Тут же, однако, возникают два возражения: как же труд может быть устойчивой мерой цены вещей, если он и сам имеет цену, и к тому же изменчивую? Как может труд быть некоей далее не разложимой единицей, если он изменяет свою форму и с развитием мануфактурного производства становится всё более продуктивным и все более разделённым? Именно через посредство и как бы по подсказке этих возражений можно выявить предельный и первичный характер труда.
В самом деле, в мире существуют различные страны, да и в одной и той же стране существуют такие периоды, когда труд стоит дорого: тогда число рабочих невелико, а заработная плата высока; в другом месте или в другие периоды, наоборот, рабочие руки имеются в избытке, заработная плата низкая и труд становится дешёвым. Однако меняется при всех этих переменах лишь количество пищи, которое можно добыть за один рабочий день; если продуктов мало, а потребителей много, тогда каждая единица труда будет оплачена лишь малым количеством средств к существованию, и, напротив, при изобилии продуктов питания она будет оплачиваться хорошо. Все это следствия рыночной конъюнктуры: сами по себе труд, рабочее время, тяготы и усталость остаются неизменны, и чем их больше, тем дороже продукты труда: «… равные количества труда имеют всегда одинаковую стоимость для работника».
Однако, по-видимому, и это единство не является устойчивым, поскольку ведь для того, чтобы произвести один и тот же предмет, потребуется в зависимости от совершенства производственного процесса (то есть от степени установленного разделения труда) более или менее долгий труд. Но ведь меняется здесь не сам труд, а отношение труда к количеству производимой им продукции.
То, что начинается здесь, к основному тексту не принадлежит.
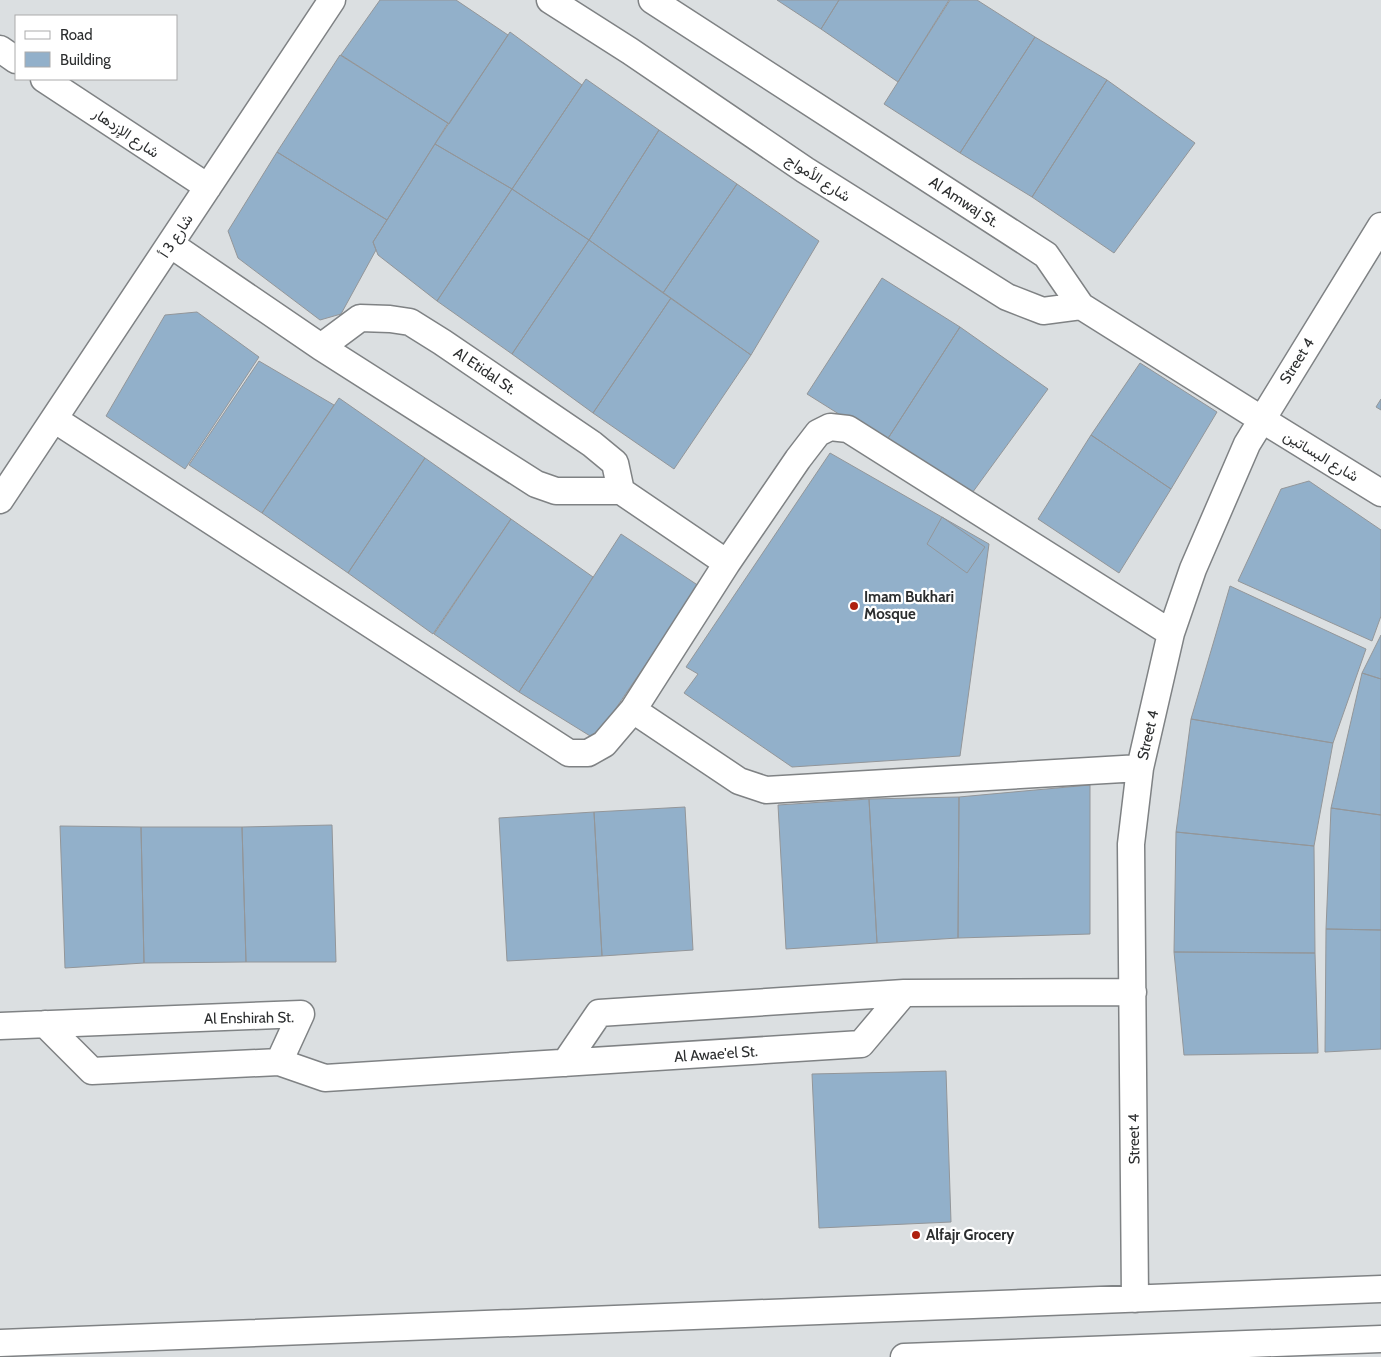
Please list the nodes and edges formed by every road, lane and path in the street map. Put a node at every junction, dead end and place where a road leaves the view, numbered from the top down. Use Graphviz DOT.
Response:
graph roads {
  1 [pos="332,0"];
  2 [pos="652,0"];
  3 [pos="565,4"];
  4 [pos="0,49"];
  5 [pos="15,59"];
  6 [pos="15,69"];
  7 [pos="0,75"];
  8 [pos="46,80"];
  9 [pos="208,187"];
  10 [pos="1381,226"];
  11 [pos="170,244"];
  12 [pos="1081,306"];
  13 [pos="321,347"];
  14 [pos="54,420"];
  15 [pos="1261,420"];
  16 [pos="621,491"];
  17 [pos="1381,493"];
  18 [pos="0,500"];
  19 [pos="727,563"];
  20 [pos="1172,633"];
  21 [pos="633,710"];
  22 [pos="1140,768"];
  23 [pos="1133,992"];
  24 [pos="904,993"];
  25 [pos="46,1024"];
  26 [pos="0,1026"];
  27 [pos="279,1062"];
  28 [pos="566,1063"];
  29 [pos="1381,1289"];
  30 [pos="1135,1299"];
  31 [pos="1381,1339"];
  32 [pos="0,1343"];
  33 [pos="904,1357"];
  1 -- 9 [label="street, شارع 3 أ"];
  2 -- 12 [label="street, Al Amwaj St."];
  3 -- 12 [label="street, شارع الأمواج"];
  4 -- 5 [label="street"];
  6 -- 7 [label="street"];
  8 -- 9 [label="street, شارع الإزدهار"];
  9 -- 11 [label="street, شارع 3 أ"];
  10 -- 15 [label="street, Street 4"];
  11 -- 13 [label="street"];
  11 -- 14 [label="street, شارع 3 أ"];
  12 -- 15 [label="street, Al Amwaj St."];
  13 -- 16 [label="street"];
  13 -- 16 [label="street, Al Etidal St."];
  14 -- 18 [label="street, شارع 3 أ"];
  14 -- 21 [label="street"];
  15 -- 17 [label="street, شارع البساتين"];
  15 -- 20 [label="street, Street 4"];
  16 -- 19 [label="street"];
  19 -- 20 [label="street"];
  19 -- 21 [label="street"];
  20 -- 22 [label="street, Street 4"];
  21 -- 22 [label="street"];
  22 -- 23 [label="street, Street 4"];
  23 -- 24 [label="street"];
  23 -- 30 [label="street, Street 4"];
  24 -- 28 [label="street, Al Awae'el St."];
  24 -- 28 [label="street"];
  25 -- 26 [label="street, Al Enshirah St."];
  25 -- 27 [label="street"];
  25 -- 27 [label="street, Al Enshirah St."];
  27 -- 28 [label="street, Al Awae'el St."];
  29 -- 30 [label="street"];
  30 -- 32 [label="street"];
  31 -- 33 [label="street"];
}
Труд, понимаемый как рабочий день, как тяготы и усталость, — это устойчивый числитель; варьируется лишь знаменатель (количество производимых объектов). Работник, которому приходится одному осуществлять те восемнадцать различных операций, которые необходимы, скажем, для производства булавки, смог бы сделать, несомненно, за весь свой рабочий день десятка два булавок; а десять рабочих, занятых лишь одной или двумя операциями каждый, могли бы вместе сделать за рабочий день сорок восемь тысяч булавок, то есть в среднем по сорок восемь сотен каждый. Производительная мощность труда увеличилась, количество предметов, произведённых в одну и ту же единицу времени (один рабочий день), увеличилось, стало быть, их меновая стоимость понизится, а это означает, что каждый из них в свою очередь может приобрести лишь пропорционально меньшее количество труда. При этом труд по отношению к вещам не уменьшается, уменьшается количество вещей на единицу труда.
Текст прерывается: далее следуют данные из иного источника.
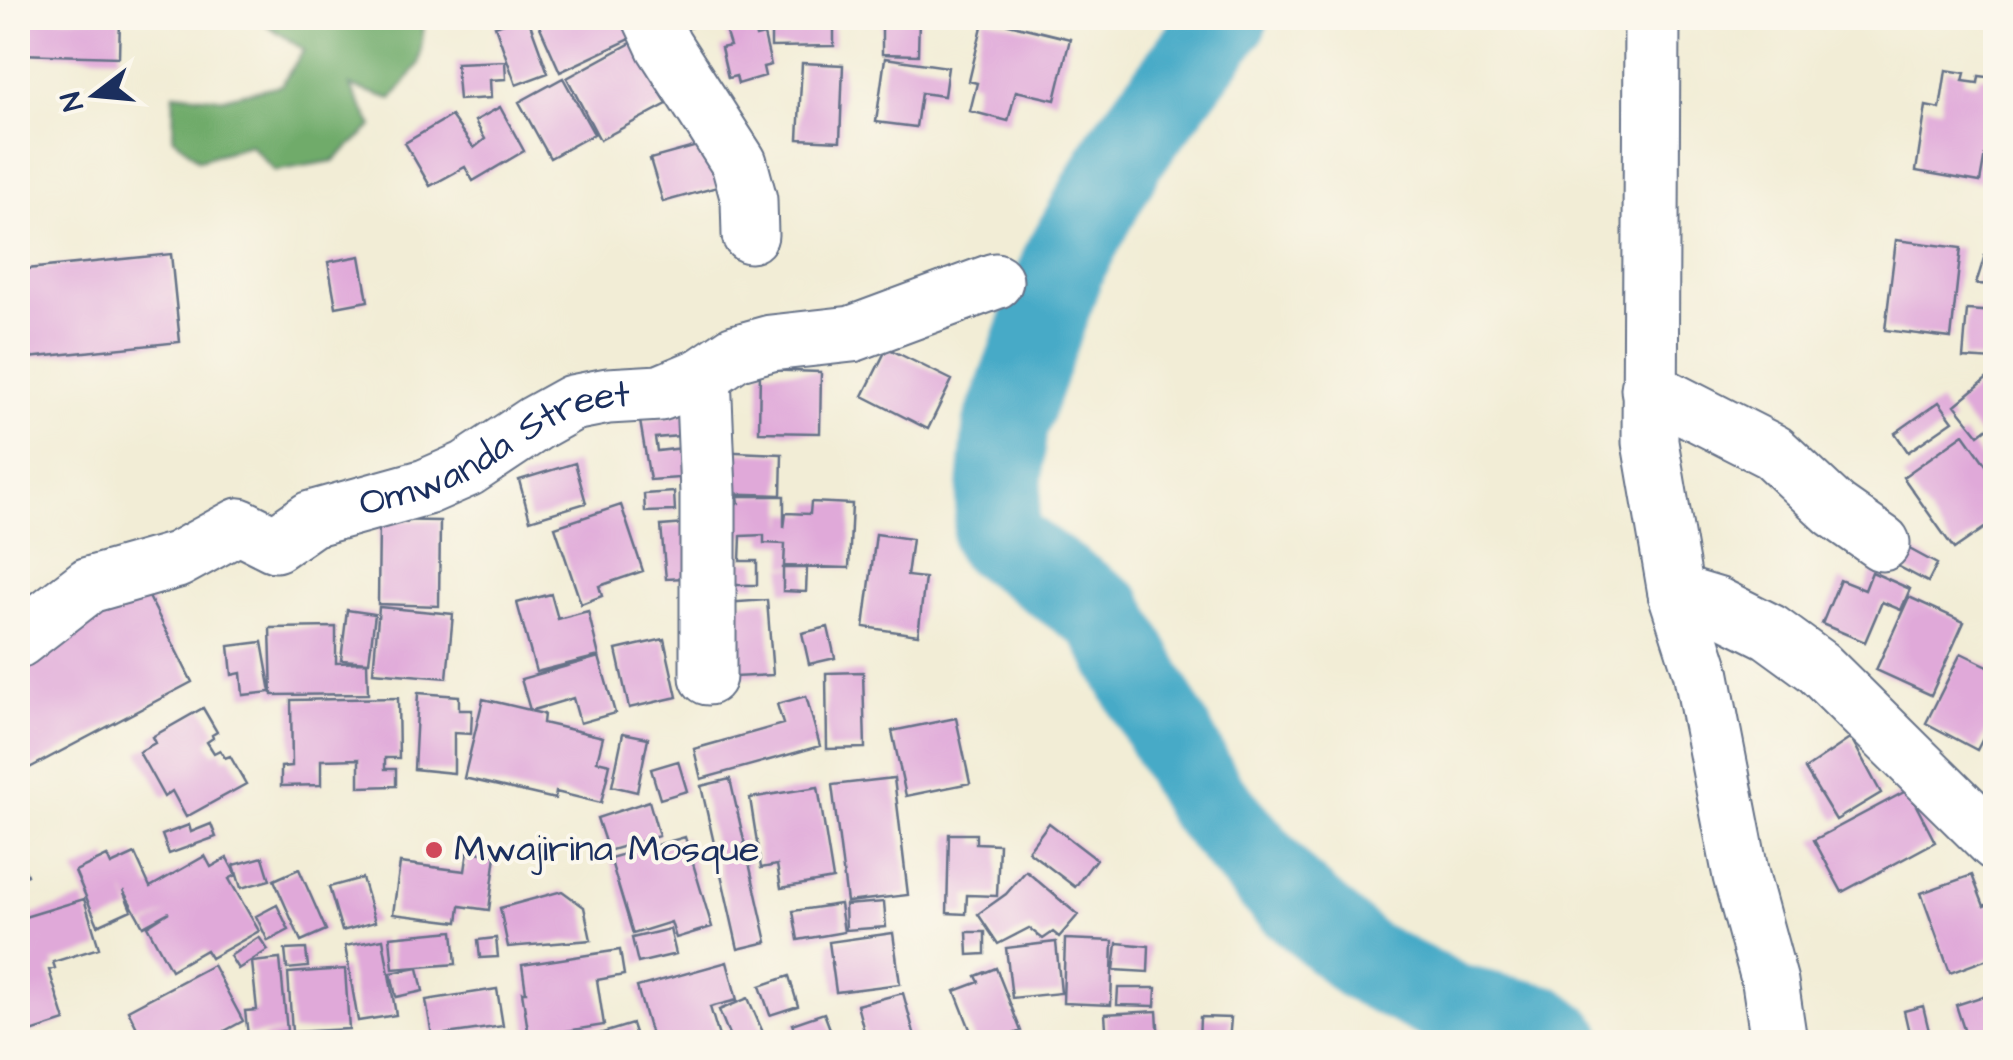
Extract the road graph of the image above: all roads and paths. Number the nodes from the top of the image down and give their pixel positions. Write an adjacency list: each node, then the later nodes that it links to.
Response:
1 (651, 18): 3 (street)
2 (1652, 18): 6 (street)
3 (750, 235)
4 (996, 281): 5 (street, Omwanda Street)
5 (703, 375): 9 (street, Omwanda Street); 10 (street)
6 (1648, 389): 7 (street); 8 (street)
7 (1882, 542)
8 (1676, 594): 11 (street); 12 (street)
9 (18, 640)
10 (708, 677)
11 (1996, 843)
12 (1779, 1042)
Обмен и в самом деле происходит потому, что существуют потребности; без них не было бы ни торговли, ни труда, ни того разделения труда, которое делает его более продуктивным. И обратно, именно потребности, по мере их удовлетворения, ограничивают и труд, и его совершенствование: «Так как возможность обмена ведёт к разделению труда, то степень последнего всегда должна ограничиваться пределами этой возможности, или, другими словами, размерами рынка» 6. Потребности и обмен продуктов для их удовлетворения остаются основой экономики: они побуждают её развитие, они же и ограничивают его; и сам труд, и организующее его разделение выступают лишь как следствия. Однако в самом обмене, в ряду эквивалентов, та мера, которая устанавливает равенства и различия, отлична от потребностей по своей природе.
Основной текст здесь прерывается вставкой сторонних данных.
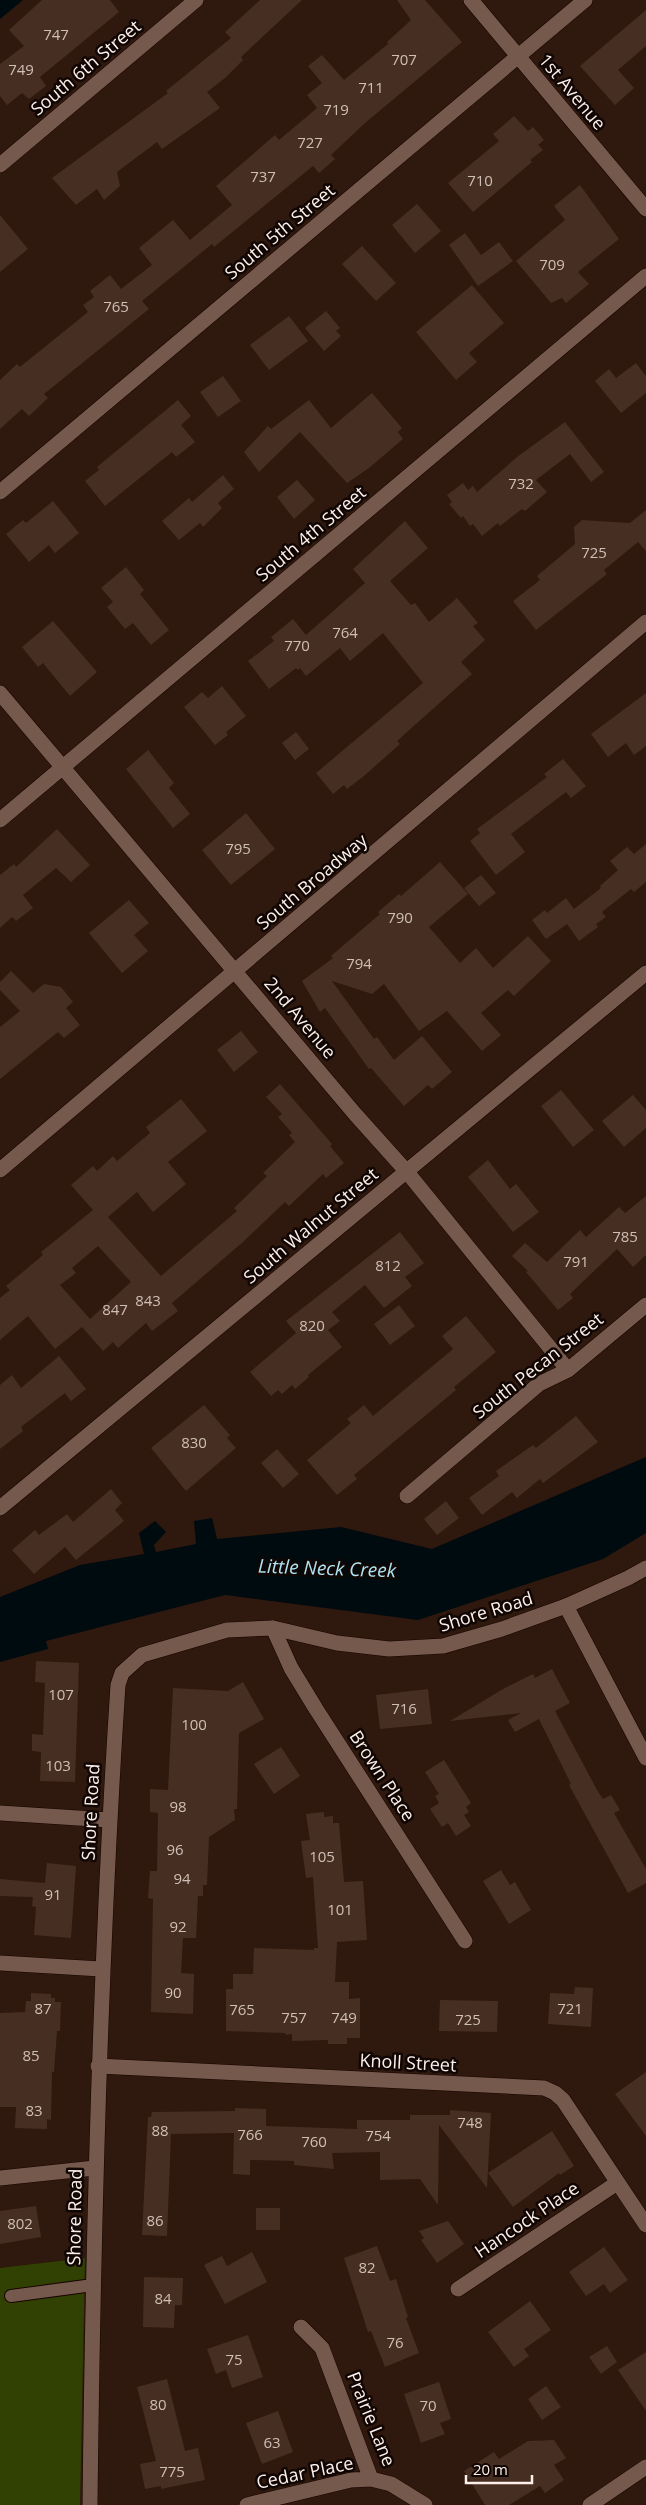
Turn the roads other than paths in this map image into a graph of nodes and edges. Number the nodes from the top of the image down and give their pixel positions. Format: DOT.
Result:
graph roads {
  1 [pos="196,0"];
  2 [pos="471,0"];
  3 [pos="585,0"];
  4 [pos="518,56"];
  5 [pos="0,164"];
  6 [pos="646,209"];
  7 [pos="646,276"];
  8 [pos="0,492"];
  9 [pos="646,622"];
  10 [pos="0,692"];
  11 [pos="62,768"];
  12 [pos="0,820"];
  13 [pos="236,971"];
  14 [pos="646,973"];
  15 [pos="0,1170"];
  16 [pos="407,1172"];
  17 [pos="646,1305"];
  18 [pos="568,1370"];
  19 [pos="407,1496"];
  20 [pos="0,1508"];
  21 [pos="646,1568"];
  22 [pos="566,1606"];
  23 [pos="273,1628"];
  24 [pos="646,1758"];
  25 [pos="0,1813"];
  26 [pos="109,1820"];
  27 [pos="466,1942"];
  28 [pos="0,1963"];
  29 [pos="101,1969"];
  30 [pos="98,2066"];
  31 [pos="95,2168"];
  32 [pos="0,2178"];
  33 [pos="617,2183"];
  34 [pos="646,2225"];
  35 [pos="93,2285"];
  36 [pos="458,2289"];
  37 [pos="11,2296"];
  38 [pos="301,2327"];
  39 [pos="646,2467"];
  40 [pos="371,2479"];
  41 [pos="90,2505"];
  42 [pos="247,2505"];
  43 [pos="425,2505"];
  44 [pos="590,2505"];
  1 -- 5 [label="street, South 6th Street"];
  2 -- 4 [label="street, 1st Avenue"];
  3 -- 4 [label="street, South 5th Street"];
  4 -- 6 [label="street, 1st Avenue"];
  4 -- 8 [label="street, South 5th Street"];
  7 -- 11 [label="street, South 4th Street"];
  9 -- 13 [label="street, South Broadway"];
  10 -- 11 [label="street, 2nd Avenue"];
  11 -- 12 [label="street, South 4th Street"];
  11 -- 13 [label="street, 2nd Avenue"];
  13 -- 15 [label="street, South Broadway"];
  13 -- 16 [label="street, 2nd Avenue"];
  14 -- 16 [label="street, South Walnut Street"];
  16 -- 18 [label="street, 2nd Avenue"];
  16 -- 20 [label="street, South Walnut Street"];
  17 -- 18 [label="street, South Pecan Street"];
  18 -- 19 [label="street, South Pecan Street"];
  21 -- 22 [label="street, Shore Road"];
  22 -- 23 [label="street, Shore Road"];
  22 -- 24 [label="street"];
  23 -- 26 [label="street, Shore Road"];
  23 -- 27 [label="street, Brown Place"];
  25 -- 26 [label="street"];
  26 -- 29 [label="street, Shore Road"];
  28 -- 29 [label="street"];
  29 -- 30 [label="street, Shore Road"];
  30 -- 31 [label="street, Shore Road"];
  30 -- 33 [label="street, Knoll Street"];
  31 -- 32 [label="street"];
  31 -- 35 [label="street, Shore Road"];
  33 -- 34 [label="street, Knoll Street"];
  33 -- 36 [label="street, Hancock Place"];
  35 -- 37 [label="lane"];
  35 -- 41 [label="street, Shore Road"];
  38 -- 40 [label="street, Prairie Lane"];
  39 -- 44 [label="street"];
  40 -- 42 [label="street, Cedar Place"];
  40 -- 43 [label="street, Prairie Lane"];
}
Эта мера не просто связана с желаниями индивидов, меняясь и варьируясь вместе с ними. Это мера абсолютная, если тем самым подразумевается, что она не зависит ни от настроения людей, ни от их аппетита; она навязывает себя им извне: это — время их жизни, это её тяготы. Исследования Адама Смита представляют собой существенный сдвиг по сравнению с исследованиями его предшественников: он различает причину обмена и меру обмениваемого, природу того, что подлежит обмену, и» единицы, позволяющие его расчленение. Обмен происходит потому, что имеются потребности и имеются объекты потребности, однако порядок обменов, их иерархия и выявляющиеся здесь различия устанавливаются в конечном счёте единицами труда, вложенного в эти объекты. Если на уровне человеческого опыта — на том уровне, который вскоре будет назван психологическим, — кажется, будто люди обмениваются тем, что им «необходимо, полезно или приятно», то для экономиста под видом вещей обращается именно труд; перед ним не объекты потребности, представляющие друг друга, но время и тяготы труда — преобразованные, скрытые, забытые.
Этот сдвиг весьма важен. Правда, Адам Смит, подобно своим предшественникам, ещё исследует то поле позитивности, которое в XVIII веке называлось «богатствами»; и он также понимает под этим объекты потребности (то есть объекты некоей формы представления), которые представляют друг друга в перипетиях и процессах обмена. Однако уже внутри этого самого удвоения, стремясь упорядочить законы, единицы и меры обмена, он формулирует такой принцип порядка, который не сводим к анализу представления: он выявляет труд, его тяготы, его длительность, тот рабочий день, который разрывает и вместе с тем потребляет человеческую жизнь.
Эквивалентность объектов желания устанавливается теперь не посредством других объектов и других желаний, но посредством перехода к тому, что им полностью чужеродно. Если в богатствах существует некий порядок, если с помощью одного можно приобрести другое, если золото стоит вдвое дороже серебра, то это не потому, что люди имеют сопоставимые желания, не потому, что телом они испытывают один и тот же голод, а душою повинуются одним и тем же авторитетам, — нет, это потому, что все они подчинены времени, тяготам, усталости и, в конце концов, самой смерти. Люди совершают обмен, поскольку они испытывают те или иные потребности и желания; однако сама возможность обмена и порядок обмена обусловлены тем, что они подчинены времени и великой внешней неизбежности. Что же касается плодотворности этого труда, то она не определяется только личным умением или же заинтересованностью; она основывается на условиях, столь же внешних по отношению к представлению: на прогрессе промышленности, всё большем разделении труда, накоплении капитала, отделении производительного труда от непроизводительного.